Below, I've posted my "Top 5" Schultz albums. There are many, many more, which can be located easily by clicking on the "my mp3's" tag over at Tokyo Damage Report. I highly recommend going over there and having a look around if you like what you hear, as Schultz always includes extensive liner notes, full lyrics, and conceptual backstory for everything he posts--something I am absolutely unqualified to do. Schultz is a madman, and a 100% "acquired taste". But if I can teach just one person about the terrifying wonders of his music--just ONE--then I have done my job. Please enjoy responsibly.


1) STEVEN SCHULTZ - I FORGOT TO GET A RAP NAME (2000)

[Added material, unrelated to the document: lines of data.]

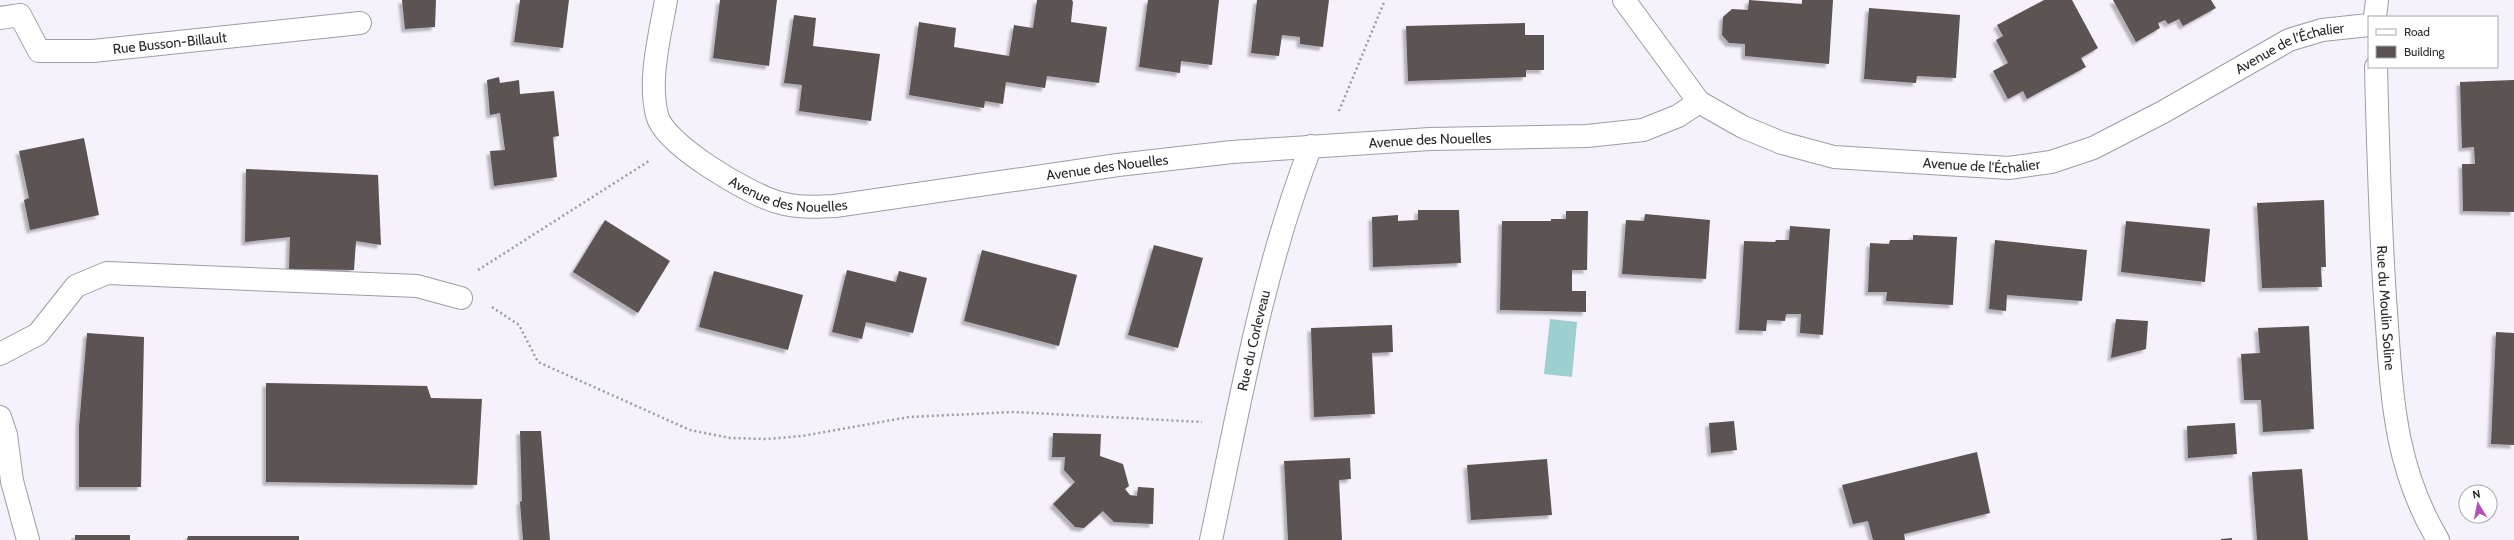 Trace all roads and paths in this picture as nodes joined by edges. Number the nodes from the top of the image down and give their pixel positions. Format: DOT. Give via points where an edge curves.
graph roads {
  1 [pos="666,0"];
  2 [pos="1385,0"];
  3 [pos="1624,0"];
  4 [pos="2377,0"];
  5 [pos="2375,16"];
  6 [pos="0,18"];
  7 [pos="360,23"];
  8 [pos="2368,25"];
  9 [pos="2376,68"];
  10 [pos="1699,102"];
  11 [pos="674,142"];
  12 [pos="1312,146"];
  13 [pos="461,298"];
  14 [pos="0,354"];
  15 [pos="0,417"];
  16 [pos="1236,424"];
  17 [pos="0,459"];
  18 [pos="12,481"];
  19 [pos="28,540"];
  20 [pos="1211,540"];
  21 [pos="2438,540"];
  1 -- 11 [label="street, Avenue des Nouelles" via="654,100 657,116"];
  2 -- 12 [label="path" via="1336,118"];
  3 -- 10 [label="street, Avenue de l'Échalier"];
  4 -- 5 [label="street"];
  6 -- 7 [label="street, Rue Busson-Billault" via="20,15 39,51 93,51"];
  8 -- 10 [label="street, Avenue de l'Échalier" via="2322,30 2289,40 2163,112 2093,148 2051,162 2008,168 1834,157 1782,143 1743,127"];
  9 -- 21 [label="street, Rue du Moulin Soline" via="2381,249 2390,371 2401,453 2420,508"];
  10 -- 12 [label="street, Avenue des Nouelles" via="1678,116 1643,130 1587,136 1430,139"];
  11 -- 12 [label="street, Avenue des Nouelles" via="761,196 799,207 835,206 1118,165"];
  11 -- 13 [label="path" via="655,157 480,267"];
  12 -- 16 [label="street, Rue du Corleveau" via="1292,195 1262,304"];
  13 -- 14 [label="street" via="417,286 107,273 76,286 38,334"];
  13 -- 16 [label="path" via="489,305 519,325 538,362 690,430 730,438 767,439 802,436 909,417 1014,412"];
  15 -- 18 [label="street" via="6,434"];
  16 -- 20 [label="street, Rue du Corleveau"];
  17 -- 18 [label="street"];
  18 -- 19 [label="street"];
} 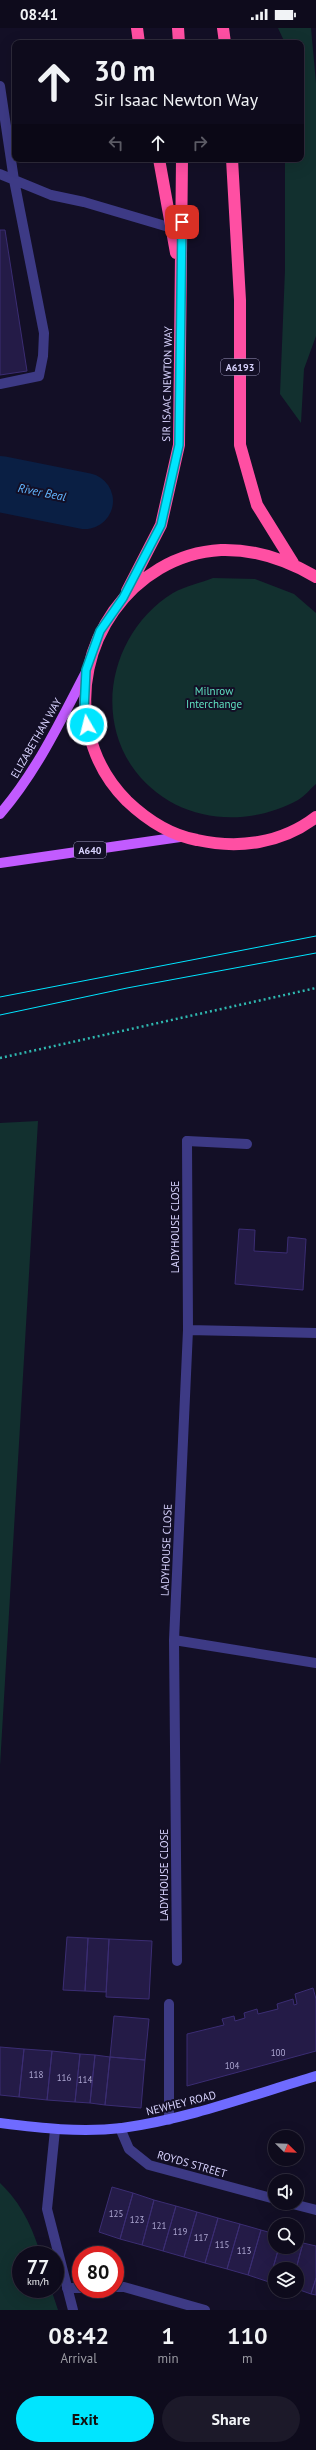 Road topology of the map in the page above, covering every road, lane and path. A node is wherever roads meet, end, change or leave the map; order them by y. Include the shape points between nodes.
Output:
1 (137, 28) edge
2 (178, 28) edge
3 (223, 28) edge
4 (139, 40) edge
5 (179, 40) edge
6 (225, 40) edge
7 (0, 86) edge
8 (161, 162) edge
9 (182, 162) edge
10 (232, 162) edge
11 (0, 174) edge
12 (14, 180) junction
13 (172, 228) junction
14 (181, 286) junction
15 (0, 384) edge
16 (293, 563) junction
17 (316, 577) edge
18 (123, 598) junction
19 (86, 670) junction
20 (0, 814) edge
21 (316, 817) edge
22 (180, 837) junction
23 (0, 863) edge
24 (316, 988) edge
25 (0, 1058) edge
26 (247, 1144) dead end
27 (188, 1330) junction
28 (316, 1333) edge
29 (174, 1640) junction
30 (316, 1663) edge
31 (177, 1961) dead end
32 (169, 2004) dead end
33 (316, 2076) edge
34 (169, 2120) junction
35 (0, 2123) edge
36 (120, 2128) junction
37 (55, 2130) junction
38 (268, 2198) edge
39 (304, 2207) edge
40 (316, 2210) edge
41 (124, 2287) edge
42 (67, 2288) junction
43 (72, 2288) edge
44 (73, 2310) edge
45 (205, 2310) edge

1 - 4 highway
2 - 5 highway
3 - 6 highway
7 - 12 street
8 - 13 highway
9 - 14 highway, SIR ISAAC NEWTON WAY
10 - 16 highway, A6193 via 240,300 240,445 257,505
11 - 12 street
12 - 13 street via 51,195
12 - 15 street via 44,333 43,356 39,376
13 - 14 highway
14 - 18 highway, SIR ISAAC NEWTON WAY via 179,445 161,525
16 - 17 highway, A640
16 - 18 highway, A640 via 258,552 221,550 185,558 151,574
18 - 19 highway, A640 via 100,631
19 - 20 main road, ELIZABETHAN WAY / A640 via 55,732 20,791
19 - 22 highway, A640 via 84,711 94,752 111,782 144,817
21 - 22 highway, A640 via 302,828 263,842 221,846
22 - 23 main road, A640
24 - 25 path
26 - 27 street, LADYHOUSE CLOSE via 187,1141
27 - 28 street
27 - 29 street, LADYHOUSE CLOSE
29 - 30 street
29 - 31 street, LADYHOUSE CLOSE
32 - 34 street
33 - 34 street, NEWHEY ROAD
34 - 36 street, NEWHEY ROAD
35 - 37 street, NEWHEY ROAD
36 - 37 street, NEWHEY ROAD
36 - 38 street, ROYDS STREET via 129,2149 149,2165
37 - 42 street via 47,2209
39 - 40 street
41 - 45 street
42 - 43 street
42 - 44 street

As good a departure point as any. Tripped-out, off-beat, off-time rap songs about stalking Maury Povich, being a gay pirate, being a whale, being an Eskimo, rap-metal being lame, being the singer for Christian Death, and "other people's hypothalamai". A dark voyage into the horrifying depths of Schultz's psyche. Amazing, confusing, addictive, and hilarious. The sound effects in "Wackness Quotient: Intro" alone make this CD worth the cover price.


dl: FUCK A HARPOON
originally posted by Schultz HERE


2) PUNY HUMANS - NO ONE WILL EVER UNDERSTAND OUR GENIOUS (2002)

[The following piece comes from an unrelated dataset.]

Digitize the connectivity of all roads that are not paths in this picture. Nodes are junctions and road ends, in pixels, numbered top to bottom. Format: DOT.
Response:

Bungle-esque mindfuck collaboration between Schultz and Impaled guitarist/all-around musical genius (genious?) Jason Kocol. The whole album is basically a complex series of obsessively-orchestrated funk/jazz/metal/avant-garde pieces structured around a series of inside jokes and samples from The Big Lebowski, and repeat listens will only serve to confuse you further. Guaranteed to make your head hurt.
Let's not forget about the showtunes ("What's Really Happening To Me") or the music-nerd ProTools psychobabble during the coda of "Sweep-Picking The Flugelhorns" either. Fuck.


dl: DEICIDE, IN THEIR MOM'S BASEMENT
originally posted by Schultz HERE




3) THE AMINO ASSHOLES - COLLECTED WORKS (2002)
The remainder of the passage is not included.